Mr Longley is now a leader writer and columnist on the Daily Telegraph. In his column there on 21 January, he wrote that 'much hurt to Anglican feelings has been given by a series of outspoken articles in the press . . . (but) Catholic church leaders have wisely perceived that flirting with the idea promoted by some maverick lay Catholic or Anglican dissident voices that Catholicism might somehow soon take over from Anglicanism its role in English national life is absurd and dangerous'.
The Rev Dr Tim Bradshaw, dean of a small private college in Oxford, claimed in the Times four days later that the Church of England had been the victim of 'a vicious and persistent campaign at the hands of several journalists from a powerful corps of right- wing Roman Catholic journalists . . . in a bold and often extreme fashion attacking the Church of England while promoting the claims of Rome'.
Amongst these he numbered Mr Longley, who said yesterday that he would be suing Dr Bradshaw, Times Newspapers, and Peter Stothard, the editor. One of Mr Stothard's first acts on taking power had been to negotiate Mr Longley's departure from his post as an assistant editor.
For good measure, Dr Bradshaw's article suggested that the Telegraph group as a whole was hostile to the Church of England because its owner, Conrad Black, is a Roman Catholic. Mr Black is known to take a very dim view of this suggestion.

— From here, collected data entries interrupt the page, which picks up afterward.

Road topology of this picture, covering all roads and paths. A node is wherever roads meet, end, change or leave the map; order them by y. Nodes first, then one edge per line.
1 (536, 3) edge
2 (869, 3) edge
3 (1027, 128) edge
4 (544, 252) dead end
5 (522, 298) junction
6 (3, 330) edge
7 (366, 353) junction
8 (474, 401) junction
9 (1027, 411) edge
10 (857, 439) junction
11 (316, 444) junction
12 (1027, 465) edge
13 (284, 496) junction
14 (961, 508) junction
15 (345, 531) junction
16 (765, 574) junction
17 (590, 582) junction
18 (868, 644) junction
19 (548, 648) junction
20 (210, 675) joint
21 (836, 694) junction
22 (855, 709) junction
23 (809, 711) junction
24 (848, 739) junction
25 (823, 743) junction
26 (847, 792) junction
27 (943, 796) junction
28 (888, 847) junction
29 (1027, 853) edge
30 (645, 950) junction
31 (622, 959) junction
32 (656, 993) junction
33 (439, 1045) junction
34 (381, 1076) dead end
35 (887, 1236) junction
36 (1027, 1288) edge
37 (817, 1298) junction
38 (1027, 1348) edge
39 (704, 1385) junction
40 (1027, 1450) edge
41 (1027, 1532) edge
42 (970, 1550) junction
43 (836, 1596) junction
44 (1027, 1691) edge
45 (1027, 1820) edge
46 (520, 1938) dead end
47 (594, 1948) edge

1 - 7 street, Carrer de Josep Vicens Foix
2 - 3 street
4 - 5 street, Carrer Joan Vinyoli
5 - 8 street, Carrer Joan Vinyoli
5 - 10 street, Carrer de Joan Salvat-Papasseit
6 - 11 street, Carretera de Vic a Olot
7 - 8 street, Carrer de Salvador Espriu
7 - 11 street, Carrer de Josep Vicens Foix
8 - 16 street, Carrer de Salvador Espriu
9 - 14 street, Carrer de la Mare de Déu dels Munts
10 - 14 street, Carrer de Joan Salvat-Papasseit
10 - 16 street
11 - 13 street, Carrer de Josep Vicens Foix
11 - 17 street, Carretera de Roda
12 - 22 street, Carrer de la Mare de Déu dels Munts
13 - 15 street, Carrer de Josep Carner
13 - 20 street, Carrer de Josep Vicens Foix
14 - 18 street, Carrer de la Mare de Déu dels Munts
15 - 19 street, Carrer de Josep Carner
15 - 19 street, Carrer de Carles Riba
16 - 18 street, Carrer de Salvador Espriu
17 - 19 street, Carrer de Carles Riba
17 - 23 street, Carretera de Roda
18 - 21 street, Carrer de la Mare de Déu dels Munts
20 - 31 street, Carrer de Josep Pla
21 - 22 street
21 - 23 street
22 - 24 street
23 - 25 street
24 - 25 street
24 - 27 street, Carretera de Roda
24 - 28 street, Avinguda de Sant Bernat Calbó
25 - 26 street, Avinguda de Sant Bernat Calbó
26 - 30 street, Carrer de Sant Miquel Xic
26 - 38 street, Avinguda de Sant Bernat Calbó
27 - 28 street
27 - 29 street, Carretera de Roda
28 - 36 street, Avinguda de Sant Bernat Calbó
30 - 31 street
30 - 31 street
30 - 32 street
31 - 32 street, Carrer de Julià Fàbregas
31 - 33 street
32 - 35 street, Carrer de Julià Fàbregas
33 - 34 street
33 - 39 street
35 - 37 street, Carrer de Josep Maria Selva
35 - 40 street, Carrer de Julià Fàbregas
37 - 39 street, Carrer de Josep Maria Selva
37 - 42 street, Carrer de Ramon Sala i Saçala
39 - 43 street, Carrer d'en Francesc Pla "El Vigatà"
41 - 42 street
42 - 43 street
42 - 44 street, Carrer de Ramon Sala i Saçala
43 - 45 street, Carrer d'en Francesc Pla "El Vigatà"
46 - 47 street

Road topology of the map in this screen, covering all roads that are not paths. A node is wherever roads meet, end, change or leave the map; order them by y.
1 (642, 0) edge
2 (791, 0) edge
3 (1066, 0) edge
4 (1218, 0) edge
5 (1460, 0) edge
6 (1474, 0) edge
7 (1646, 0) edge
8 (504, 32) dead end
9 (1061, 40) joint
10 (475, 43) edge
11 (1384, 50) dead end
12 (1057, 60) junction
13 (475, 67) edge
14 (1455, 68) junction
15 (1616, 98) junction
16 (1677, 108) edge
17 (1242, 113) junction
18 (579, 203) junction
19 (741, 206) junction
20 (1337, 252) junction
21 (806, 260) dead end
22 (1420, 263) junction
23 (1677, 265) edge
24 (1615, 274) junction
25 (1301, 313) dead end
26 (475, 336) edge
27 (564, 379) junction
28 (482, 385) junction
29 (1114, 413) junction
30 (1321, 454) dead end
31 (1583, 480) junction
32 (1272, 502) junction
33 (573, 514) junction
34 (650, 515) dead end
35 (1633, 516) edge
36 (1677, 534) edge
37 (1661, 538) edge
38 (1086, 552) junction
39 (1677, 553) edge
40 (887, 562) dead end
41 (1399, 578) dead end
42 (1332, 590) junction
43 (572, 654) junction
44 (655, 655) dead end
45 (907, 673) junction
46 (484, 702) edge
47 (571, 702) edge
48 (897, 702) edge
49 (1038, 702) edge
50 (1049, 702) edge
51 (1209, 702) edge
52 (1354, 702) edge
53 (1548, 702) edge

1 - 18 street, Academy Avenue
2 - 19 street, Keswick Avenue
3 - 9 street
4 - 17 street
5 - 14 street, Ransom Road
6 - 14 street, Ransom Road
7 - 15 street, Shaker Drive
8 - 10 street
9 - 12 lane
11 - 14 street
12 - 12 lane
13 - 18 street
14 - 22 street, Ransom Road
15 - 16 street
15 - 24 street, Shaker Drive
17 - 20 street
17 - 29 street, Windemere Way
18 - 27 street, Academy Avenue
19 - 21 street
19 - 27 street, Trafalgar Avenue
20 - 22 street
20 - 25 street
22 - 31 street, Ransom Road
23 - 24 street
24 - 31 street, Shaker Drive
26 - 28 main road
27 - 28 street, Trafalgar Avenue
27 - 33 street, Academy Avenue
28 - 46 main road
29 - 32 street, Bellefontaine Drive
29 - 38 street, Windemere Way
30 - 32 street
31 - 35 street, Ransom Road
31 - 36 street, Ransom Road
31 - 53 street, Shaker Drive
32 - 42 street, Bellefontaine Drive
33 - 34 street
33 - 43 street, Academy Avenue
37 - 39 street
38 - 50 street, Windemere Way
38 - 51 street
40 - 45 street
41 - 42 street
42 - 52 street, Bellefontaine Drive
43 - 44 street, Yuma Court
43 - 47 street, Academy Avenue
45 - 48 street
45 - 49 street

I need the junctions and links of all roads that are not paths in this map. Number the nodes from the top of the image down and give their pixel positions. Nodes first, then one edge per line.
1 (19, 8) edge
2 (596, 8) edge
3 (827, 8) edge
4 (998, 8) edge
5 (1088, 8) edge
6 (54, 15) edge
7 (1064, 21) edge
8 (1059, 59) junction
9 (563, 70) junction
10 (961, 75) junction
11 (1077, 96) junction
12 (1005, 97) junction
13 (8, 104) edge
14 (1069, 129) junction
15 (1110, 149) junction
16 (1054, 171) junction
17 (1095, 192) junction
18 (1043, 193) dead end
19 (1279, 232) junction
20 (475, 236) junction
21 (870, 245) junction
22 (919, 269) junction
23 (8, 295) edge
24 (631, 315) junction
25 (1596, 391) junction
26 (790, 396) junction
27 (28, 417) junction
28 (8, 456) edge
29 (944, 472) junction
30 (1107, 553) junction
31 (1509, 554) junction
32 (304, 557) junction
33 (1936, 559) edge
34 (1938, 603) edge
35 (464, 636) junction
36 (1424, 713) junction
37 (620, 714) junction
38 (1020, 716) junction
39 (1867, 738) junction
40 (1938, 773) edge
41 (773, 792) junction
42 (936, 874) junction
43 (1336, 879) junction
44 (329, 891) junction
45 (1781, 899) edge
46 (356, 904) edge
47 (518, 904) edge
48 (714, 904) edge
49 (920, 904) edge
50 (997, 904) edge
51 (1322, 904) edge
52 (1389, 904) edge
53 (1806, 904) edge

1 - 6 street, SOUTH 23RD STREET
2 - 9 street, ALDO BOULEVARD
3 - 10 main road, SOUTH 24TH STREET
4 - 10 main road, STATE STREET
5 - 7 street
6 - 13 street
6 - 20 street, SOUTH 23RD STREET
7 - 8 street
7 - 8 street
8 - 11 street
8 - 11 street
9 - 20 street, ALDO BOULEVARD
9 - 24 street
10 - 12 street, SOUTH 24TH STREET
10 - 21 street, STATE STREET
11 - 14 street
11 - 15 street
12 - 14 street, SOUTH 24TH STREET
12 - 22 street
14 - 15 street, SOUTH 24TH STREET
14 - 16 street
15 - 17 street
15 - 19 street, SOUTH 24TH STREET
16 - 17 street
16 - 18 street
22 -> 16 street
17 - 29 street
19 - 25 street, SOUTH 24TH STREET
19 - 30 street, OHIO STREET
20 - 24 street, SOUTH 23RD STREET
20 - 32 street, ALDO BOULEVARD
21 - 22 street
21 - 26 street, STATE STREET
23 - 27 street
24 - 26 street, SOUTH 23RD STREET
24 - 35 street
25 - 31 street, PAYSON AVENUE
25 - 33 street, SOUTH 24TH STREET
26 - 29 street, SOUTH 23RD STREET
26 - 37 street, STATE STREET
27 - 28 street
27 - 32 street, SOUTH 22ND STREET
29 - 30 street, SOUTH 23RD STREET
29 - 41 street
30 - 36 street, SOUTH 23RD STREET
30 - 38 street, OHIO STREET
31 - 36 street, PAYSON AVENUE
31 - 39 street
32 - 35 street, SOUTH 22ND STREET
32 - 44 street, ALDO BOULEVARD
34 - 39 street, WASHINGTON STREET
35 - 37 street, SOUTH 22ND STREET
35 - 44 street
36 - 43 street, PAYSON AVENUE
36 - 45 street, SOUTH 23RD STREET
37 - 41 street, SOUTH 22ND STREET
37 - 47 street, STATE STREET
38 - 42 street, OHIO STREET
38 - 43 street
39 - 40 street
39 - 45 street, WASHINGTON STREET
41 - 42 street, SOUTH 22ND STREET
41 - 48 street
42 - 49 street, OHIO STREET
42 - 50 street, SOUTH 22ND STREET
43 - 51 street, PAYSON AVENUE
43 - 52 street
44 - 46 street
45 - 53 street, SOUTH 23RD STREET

Other journalists alleged by Dr Bradshaw to be part of this Catholic assault on the Church of England include Cristina Odone, the editor of the Catholic Herald; William Oddie, once an Anglican priest and now a Roman Catholic journalist; and the historian Paul Johnson, who, writing in the Catholic Herald at Christmas, announced that 'the Anglicans are beginning to come over, led by the most devout and conscientious of the clergy . . . if ever there was an occasion for a radiant and public Te Deum, this is it'.
He compared the disintegration of the Church of England, for which he has been praying, with the fall of the Berlin Wall.